Critical for craving and relapse is the process of associative learning, whereby environmental stimuli repeatedly paired with drug consumption acquire incentive-motivational value, evoking expectation of drug availability and memories of past drug euphoria15. Approach coping may involve attempts to accept, confront, or reframe as a means of coping, whereas avoidance coping may include distraction from cues or engaging in other activities. Approach oriented participants may see themselves as more responsible for their actions, including lapse, while avoidance-based coping may focus more on their environment than on their own actions14. Data on age, gender, ethnicity, education, and income were collected, as were measures of daily smoking rate, number of past quit attempts, and the Fagerstrom Test for Nicotine Dependence (FTND; Heatherton, Kozlowski, Frecker & Fagerstrom, 1991).
While analysing high-risk situations the client is asked to generate a list of situations that are low-risk, and to determine what aspects of those situations differentiate them from the high-risk situations. High-risk situations are determined by an analysis of previous lapses and by reports of situations in which the client feels or felt “tempted.” Appropriate responses are those behaviours that lead to avoidance of high-risk situations, or behaviours that foster adaptive responses. Seemingly irrelevant decisions (SIDs) are those behaviours that are early in the path of decisions that place the client in a high-risk situation.
Although specific CBT interventions may focus more or less on particular techniques or skills, the primary goal of CBT for addictions is to assist clients in mastering skills that will allow them to become and remain abstinent from alcohol and/or drugs (Kadden et al., 1994). CBT treatments are usually guided by a manual, are relatively short term (12 to 16 weeks) in duration, and focus on the present and future. Clients are expected to monitor substance use (see Table 8.1) and complete homework exercises between sessions.

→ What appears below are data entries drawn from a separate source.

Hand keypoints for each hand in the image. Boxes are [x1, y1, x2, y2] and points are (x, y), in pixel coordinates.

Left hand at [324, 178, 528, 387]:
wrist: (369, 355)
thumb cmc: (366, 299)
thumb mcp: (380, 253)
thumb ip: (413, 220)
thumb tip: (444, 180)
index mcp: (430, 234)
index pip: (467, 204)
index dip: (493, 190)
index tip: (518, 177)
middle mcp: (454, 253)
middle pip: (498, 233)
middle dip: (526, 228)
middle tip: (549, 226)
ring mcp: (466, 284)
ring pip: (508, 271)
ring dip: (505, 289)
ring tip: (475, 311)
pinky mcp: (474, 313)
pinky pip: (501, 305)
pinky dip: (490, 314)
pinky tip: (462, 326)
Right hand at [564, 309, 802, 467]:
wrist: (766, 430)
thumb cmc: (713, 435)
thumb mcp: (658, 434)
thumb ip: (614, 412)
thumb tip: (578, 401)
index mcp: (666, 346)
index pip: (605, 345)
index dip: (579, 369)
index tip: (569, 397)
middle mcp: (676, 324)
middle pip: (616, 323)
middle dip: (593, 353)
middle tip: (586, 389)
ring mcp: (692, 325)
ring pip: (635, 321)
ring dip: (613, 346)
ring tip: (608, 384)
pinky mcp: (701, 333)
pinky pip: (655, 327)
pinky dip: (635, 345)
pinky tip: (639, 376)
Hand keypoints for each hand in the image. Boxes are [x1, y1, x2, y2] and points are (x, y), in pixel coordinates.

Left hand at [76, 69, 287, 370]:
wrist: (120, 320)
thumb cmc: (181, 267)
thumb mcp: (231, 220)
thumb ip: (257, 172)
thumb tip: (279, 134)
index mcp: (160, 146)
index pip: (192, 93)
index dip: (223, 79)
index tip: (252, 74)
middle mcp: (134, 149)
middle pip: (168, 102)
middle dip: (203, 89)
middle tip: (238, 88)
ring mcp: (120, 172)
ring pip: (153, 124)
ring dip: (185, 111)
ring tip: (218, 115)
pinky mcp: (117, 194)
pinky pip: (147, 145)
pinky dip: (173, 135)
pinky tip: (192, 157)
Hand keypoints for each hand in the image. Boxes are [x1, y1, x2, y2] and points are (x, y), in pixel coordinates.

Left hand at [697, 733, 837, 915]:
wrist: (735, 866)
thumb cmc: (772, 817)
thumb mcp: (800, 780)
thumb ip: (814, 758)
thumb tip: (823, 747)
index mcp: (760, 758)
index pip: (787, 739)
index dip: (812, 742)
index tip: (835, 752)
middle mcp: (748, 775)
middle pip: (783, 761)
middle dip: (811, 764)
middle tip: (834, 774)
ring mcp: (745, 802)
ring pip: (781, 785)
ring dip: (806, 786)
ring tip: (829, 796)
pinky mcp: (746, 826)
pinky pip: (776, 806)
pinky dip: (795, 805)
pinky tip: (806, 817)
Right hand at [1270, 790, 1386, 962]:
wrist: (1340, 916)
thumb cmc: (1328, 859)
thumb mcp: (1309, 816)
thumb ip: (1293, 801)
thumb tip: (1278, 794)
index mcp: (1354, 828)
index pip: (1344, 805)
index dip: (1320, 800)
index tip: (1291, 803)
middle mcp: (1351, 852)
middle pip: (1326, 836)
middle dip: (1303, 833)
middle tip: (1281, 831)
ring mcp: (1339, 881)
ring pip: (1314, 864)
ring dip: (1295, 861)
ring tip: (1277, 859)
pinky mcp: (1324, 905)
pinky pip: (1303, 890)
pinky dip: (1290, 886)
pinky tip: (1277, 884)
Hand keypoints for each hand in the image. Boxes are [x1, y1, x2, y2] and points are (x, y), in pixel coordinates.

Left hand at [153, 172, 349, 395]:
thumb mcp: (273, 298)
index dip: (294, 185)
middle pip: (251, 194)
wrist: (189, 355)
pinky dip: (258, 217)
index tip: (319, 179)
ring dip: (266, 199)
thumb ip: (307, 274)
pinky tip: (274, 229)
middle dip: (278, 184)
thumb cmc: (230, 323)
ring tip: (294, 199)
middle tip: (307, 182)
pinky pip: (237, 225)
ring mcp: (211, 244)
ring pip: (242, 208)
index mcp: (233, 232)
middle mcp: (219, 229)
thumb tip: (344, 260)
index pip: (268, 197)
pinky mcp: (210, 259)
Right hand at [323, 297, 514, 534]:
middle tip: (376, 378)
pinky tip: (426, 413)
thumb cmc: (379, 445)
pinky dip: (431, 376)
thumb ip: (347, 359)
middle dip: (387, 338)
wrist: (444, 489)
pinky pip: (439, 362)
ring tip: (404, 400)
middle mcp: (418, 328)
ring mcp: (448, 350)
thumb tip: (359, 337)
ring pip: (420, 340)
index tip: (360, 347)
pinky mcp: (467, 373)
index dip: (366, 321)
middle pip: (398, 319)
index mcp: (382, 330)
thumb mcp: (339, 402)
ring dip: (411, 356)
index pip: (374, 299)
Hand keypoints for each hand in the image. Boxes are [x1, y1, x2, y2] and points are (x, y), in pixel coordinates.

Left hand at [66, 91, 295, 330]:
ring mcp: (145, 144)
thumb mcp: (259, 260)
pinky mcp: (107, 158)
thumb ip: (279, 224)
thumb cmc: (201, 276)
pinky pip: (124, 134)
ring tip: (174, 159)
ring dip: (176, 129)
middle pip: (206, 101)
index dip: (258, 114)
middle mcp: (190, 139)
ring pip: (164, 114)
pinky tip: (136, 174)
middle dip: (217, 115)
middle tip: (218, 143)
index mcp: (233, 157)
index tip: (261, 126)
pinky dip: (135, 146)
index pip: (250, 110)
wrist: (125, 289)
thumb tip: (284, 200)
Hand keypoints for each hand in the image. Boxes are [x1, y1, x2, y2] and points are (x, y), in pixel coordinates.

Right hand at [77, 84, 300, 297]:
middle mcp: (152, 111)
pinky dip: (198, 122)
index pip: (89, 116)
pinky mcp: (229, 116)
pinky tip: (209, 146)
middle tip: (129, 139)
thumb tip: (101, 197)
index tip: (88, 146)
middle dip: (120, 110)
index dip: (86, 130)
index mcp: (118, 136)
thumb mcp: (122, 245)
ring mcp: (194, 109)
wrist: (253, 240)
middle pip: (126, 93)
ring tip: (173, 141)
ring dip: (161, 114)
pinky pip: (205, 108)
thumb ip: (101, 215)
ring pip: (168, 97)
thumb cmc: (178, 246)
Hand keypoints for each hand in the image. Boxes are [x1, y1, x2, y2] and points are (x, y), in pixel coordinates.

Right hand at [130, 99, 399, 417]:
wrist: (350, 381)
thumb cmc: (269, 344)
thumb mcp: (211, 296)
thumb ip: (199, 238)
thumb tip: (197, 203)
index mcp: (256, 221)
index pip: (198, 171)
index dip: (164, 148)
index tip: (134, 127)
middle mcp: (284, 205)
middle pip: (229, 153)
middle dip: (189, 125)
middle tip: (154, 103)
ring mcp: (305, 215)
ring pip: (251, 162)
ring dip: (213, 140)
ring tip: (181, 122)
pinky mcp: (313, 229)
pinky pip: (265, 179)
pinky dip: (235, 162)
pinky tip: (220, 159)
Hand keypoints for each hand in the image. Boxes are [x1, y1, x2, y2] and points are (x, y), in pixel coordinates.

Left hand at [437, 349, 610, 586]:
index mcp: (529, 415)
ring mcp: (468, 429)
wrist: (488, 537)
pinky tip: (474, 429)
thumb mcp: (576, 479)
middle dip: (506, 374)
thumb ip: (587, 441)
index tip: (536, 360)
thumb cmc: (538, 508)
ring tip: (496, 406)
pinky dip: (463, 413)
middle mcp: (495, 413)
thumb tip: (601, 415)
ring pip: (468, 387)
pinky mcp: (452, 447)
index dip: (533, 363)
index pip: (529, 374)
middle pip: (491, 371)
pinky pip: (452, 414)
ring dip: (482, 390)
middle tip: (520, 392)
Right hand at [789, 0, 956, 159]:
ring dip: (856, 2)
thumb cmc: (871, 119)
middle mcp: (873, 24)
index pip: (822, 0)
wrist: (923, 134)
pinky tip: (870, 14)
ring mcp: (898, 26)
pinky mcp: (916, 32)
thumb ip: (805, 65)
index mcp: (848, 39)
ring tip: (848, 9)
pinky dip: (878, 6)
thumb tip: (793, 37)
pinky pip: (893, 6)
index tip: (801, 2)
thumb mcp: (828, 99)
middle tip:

Common Features Of The Abstinence Violation Effect
While our findings suggest it may be useful to reconceptualize aspects of the AVE and its implications for treatment, they clearly support the notion that subjective psychological responses to lapsing during cessation are an important determinant of progression toward relapse. The RP model of relapse is centered around a detailed taxonomy of emotions, events, and situations that can precipitate both lapses and relapses to drinking. This taxonomy includes both immediate relapse determinants and covert antecedents, which indirectly increase a person’s vulnerability to relapse. Based on the classification of relapse determinants and high-risk situations proposed in the RP model, numerous treatment components have been developed that are aimed at helping the recovering alcoholic cope with high-risk situations.
Survival analysis assesses risk for an event by analyzing the incidence of the event over a specified period of time, referred to as the event’s hazard. Single-event survival analysis examines a single event, assuming abstinence violation effect definition that no further events are possible (it was originally developed to analyze death rates). In contrast, recurrent events survival analyses assess the hazard of events that can occur multiple times (e.g., lapses).